AT&T said Wednesday its netbook offering is targeted at business users, rather than consumers, by partnering with enterprise technology distributor CDW, to sell multiple netbooks that would be used by a company’s mobile work force and run on AT&T’s GSM network.
Verizon Wireless has for some time now been selling an HP Mini 1151NR netbook that runs on its wireless broadband network. As with cell phones, the price of the netbook is reduced from what it would be as a standalone purchase, but the buyer is required to sign a two-year service contract with the carrier.
Netbooks are essentially stripped down, lower priced notebook computers. They don’t have the Microsoft Windows operating system that takes up so much of the hard drive on today’s notebooks, but they offer the currently most popular applications, including a Web browser, a wi-fi connection, media players, IM, e-mail and access to social networking sites. Most are priced below $300 and are smaller and more lightweight than notebooks.
AT&T distinguishes itself in its netbook offering by targeting the business market. By partnering with CDW, AT&T says it can deliver to a business user a netbook with customized configuration for the specific needs of that business, AT&T explained in a news release.
In addition, netbooks can be set up to access a company’s VPN for secure access to the corporate network. And the e-mail program allows larger than normal file attachments to speed business communications.
Besides netbooks, AT&T and CDW will also begin marketing standard notebook computers, such as the Panasonic Toughbook, as well as other models from HP and Acer. Sprint is “exploring opportunities” for selling netbooks to run on its network, but doesn’t have anything to announce right now, said Caroline Semerdjian, a Sprint spokeswoman in San Francisco.
AT&T cites IDC research that indicates netbooks are a hot new market: 11.6 million mininotebook or netbook units were shipped worldwide in 2008 and IDC projects double-digit growth rates in the segment in coming years.
But some in the industry are skeptical of the netbook trend. Tech journalist Harry McCracken, whose blog is titled The Technologizer, challenges the computer industry’s spin that a netbook is an entirely different product from a notebook. They’re really just notebooks with less RAM, less powerful processors and fewer applications, he writes.

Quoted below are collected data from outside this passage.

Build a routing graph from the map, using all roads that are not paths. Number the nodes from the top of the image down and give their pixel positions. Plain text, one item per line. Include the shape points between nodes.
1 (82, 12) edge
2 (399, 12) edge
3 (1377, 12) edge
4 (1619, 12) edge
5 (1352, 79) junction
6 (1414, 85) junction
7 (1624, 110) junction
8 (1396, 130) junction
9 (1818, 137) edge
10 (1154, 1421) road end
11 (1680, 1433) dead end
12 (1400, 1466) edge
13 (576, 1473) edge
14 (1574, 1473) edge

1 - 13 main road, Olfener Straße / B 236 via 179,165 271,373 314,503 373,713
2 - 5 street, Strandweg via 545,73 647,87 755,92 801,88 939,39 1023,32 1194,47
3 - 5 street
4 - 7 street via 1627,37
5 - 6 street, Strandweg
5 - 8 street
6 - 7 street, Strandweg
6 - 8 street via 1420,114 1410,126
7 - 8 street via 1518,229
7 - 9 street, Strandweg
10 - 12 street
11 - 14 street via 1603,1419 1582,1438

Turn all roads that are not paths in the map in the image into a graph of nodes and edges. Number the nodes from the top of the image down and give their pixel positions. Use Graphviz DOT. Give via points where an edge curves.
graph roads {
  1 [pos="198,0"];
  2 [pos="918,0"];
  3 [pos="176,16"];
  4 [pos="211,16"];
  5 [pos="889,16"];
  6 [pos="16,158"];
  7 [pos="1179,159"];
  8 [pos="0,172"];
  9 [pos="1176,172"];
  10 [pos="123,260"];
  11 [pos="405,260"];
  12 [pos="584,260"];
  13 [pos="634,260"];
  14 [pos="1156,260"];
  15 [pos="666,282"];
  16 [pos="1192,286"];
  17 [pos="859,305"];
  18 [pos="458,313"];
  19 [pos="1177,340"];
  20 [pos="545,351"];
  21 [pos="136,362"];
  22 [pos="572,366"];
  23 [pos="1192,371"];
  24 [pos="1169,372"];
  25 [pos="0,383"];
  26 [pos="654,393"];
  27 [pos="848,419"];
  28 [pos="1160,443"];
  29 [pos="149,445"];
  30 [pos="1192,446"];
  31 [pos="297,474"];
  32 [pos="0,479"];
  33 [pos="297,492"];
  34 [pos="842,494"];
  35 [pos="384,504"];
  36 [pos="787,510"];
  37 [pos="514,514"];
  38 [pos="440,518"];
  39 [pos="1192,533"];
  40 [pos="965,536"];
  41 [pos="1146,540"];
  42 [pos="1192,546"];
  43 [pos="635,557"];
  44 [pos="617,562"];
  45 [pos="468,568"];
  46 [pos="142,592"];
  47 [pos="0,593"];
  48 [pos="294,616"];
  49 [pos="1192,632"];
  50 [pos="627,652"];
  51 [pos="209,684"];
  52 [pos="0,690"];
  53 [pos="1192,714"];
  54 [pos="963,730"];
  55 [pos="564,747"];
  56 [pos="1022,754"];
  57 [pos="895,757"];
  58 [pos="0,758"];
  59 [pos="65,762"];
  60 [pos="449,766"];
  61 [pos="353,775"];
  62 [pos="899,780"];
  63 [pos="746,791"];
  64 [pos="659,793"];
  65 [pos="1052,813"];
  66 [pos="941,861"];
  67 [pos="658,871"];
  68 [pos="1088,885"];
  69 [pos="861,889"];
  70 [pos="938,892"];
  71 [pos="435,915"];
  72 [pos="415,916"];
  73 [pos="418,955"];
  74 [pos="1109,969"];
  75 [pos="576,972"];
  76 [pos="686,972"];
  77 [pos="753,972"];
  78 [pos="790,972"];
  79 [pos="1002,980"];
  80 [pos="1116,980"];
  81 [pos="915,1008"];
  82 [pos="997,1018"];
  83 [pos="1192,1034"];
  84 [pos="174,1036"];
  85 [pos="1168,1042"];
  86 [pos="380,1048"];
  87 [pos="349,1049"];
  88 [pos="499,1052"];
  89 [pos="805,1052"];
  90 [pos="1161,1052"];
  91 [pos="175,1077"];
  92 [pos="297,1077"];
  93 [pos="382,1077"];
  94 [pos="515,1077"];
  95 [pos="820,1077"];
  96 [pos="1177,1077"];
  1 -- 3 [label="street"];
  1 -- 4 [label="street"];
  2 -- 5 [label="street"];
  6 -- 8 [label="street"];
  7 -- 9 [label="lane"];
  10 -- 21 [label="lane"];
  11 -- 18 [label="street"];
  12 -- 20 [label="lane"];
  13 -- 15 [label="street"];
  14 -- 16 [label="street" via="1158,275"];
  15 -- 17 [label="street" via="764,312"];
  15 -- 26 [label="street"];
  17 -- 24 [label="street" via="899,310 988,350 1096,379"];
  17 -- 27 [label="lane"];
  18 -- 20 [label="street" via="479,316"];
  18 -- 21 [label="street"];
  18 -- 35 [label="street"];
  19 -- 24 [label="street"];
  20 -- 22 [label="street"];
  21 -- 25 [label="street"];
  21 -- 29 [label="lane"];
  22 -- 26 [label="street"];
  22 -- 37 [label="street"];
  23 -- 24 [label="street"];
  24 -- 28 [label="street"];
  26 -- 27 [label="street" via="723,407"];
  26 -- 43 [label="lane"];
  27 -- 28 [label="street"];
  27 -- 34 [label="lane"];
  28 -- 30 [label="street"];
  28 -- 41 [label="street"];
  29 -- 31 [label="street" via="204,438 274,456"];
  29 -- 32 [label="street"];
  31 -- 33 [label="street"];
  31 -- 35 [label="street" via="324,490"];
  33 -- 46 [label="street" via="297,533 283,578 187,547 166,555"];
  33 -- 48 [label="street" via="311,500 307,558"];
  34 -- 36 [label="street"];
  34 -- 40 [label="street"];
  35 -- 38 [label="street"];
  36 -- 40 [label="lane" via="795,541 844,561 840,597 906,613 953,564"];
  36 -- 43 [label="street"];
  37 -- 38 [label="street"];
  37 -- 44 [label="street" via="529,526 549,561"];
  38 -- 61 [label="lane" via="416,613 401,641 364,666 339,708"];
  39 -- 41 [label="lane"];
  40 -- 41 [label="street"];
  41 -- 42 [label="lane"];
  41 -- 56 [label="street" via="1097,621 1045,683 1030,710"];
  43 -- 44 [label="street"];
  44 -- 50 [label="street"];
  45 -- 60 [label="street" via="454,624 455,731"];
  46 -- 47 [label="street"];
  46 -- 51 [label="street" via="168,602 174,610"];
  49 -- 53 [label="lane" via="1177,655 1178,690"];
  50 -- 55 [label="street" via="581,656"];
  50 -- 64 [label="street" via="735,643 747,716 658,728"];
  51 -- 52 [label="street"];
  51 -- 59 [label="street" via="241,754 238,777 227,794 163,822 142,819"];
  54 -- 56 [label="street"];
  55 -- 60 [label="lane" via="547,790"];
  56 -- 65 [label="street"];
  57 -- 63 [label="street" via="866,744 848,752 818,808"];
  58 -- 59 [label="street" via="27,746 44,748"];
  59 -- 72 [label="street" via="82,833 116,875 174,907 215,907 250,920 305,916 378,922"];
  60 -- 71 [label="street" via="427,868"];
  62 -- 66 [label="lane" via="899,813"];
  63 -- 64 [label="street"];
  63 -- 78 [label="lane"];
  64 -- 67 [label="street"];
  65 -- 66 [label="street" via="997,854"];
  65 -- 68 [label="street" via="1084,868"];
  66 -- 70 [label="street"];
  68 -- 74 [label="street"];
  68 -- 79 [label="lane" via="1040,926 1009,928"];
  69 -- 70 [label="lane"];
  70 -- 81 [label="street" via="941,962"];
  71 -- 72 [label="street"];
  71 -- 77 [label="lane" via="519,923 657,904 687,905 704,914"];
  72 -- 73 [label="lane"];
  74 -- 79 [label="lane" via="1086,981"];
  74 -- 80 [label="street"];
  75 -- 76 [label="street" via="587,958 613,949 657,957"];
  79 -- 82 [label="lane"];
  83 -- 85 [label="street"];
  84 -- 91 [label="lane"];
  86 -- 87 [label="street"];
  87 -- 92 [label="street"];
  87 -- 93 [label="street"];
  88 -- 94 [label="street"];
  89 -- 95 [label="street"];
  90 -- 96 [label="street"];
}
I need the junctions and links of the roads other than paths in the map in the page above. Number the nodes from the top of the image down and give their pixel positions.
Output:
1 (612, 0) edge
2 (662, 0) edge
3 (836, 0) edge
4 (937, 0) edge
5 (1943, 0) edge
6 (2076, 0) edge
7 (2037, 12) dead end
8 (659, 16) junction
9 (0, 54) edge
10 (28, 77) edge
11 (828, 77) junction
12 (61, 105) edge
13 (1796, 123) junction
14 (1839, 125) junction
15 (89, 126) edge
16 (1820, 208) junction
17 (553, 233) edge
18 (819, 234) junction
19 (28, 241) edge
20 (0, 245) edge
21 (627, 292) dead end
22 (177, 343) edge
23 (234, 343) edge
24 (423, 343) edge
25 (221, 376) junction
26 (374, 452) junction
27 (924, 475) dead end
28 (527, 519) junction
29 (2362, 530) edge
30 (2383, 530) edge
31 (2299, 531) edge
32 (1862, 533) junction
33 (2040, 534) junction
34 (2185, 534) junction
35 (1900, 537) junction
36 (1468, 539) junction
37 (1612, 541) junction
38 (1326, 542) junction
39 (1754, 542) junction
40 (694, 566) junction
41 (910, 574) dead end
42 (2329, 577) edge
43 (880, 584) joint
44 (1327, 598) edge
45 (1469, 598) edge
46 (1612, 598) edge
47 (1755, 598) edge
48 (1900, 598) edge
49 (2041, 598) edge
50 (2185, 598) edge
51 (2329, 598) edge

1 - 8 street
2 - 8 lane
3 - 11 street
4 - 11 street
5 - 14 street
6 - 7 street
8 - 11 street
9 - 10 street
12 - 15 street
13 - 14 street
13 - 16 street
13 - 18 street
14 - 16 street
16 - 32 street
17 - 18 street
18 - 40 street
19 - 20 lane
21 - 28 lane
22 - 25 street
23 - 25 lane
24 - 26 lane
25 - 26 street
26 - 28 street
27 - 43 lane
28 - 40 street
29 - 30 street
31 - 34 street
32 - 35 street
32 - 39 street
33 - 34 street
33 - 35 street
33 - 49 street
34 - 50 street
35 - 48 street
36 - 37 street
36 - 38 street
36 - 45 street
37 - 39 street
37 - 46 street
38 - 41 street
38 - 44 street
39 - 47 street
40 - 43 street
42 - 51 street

“To treat them as a fundamentally different sort of device is akin to Ford insisting that a Focus isn’t a car because it’s smaller, less powerful, and less luxurious than a Lincoln Continental,” McCracken noted.
I agree, although I used the Cadillac CTS-Chevrolet Aveo analogy. Same difference.
Still, if PC sales slowed by the recession can be given a jolt by offering something cheaper, then that’s the business plan the manufacturers have to follow.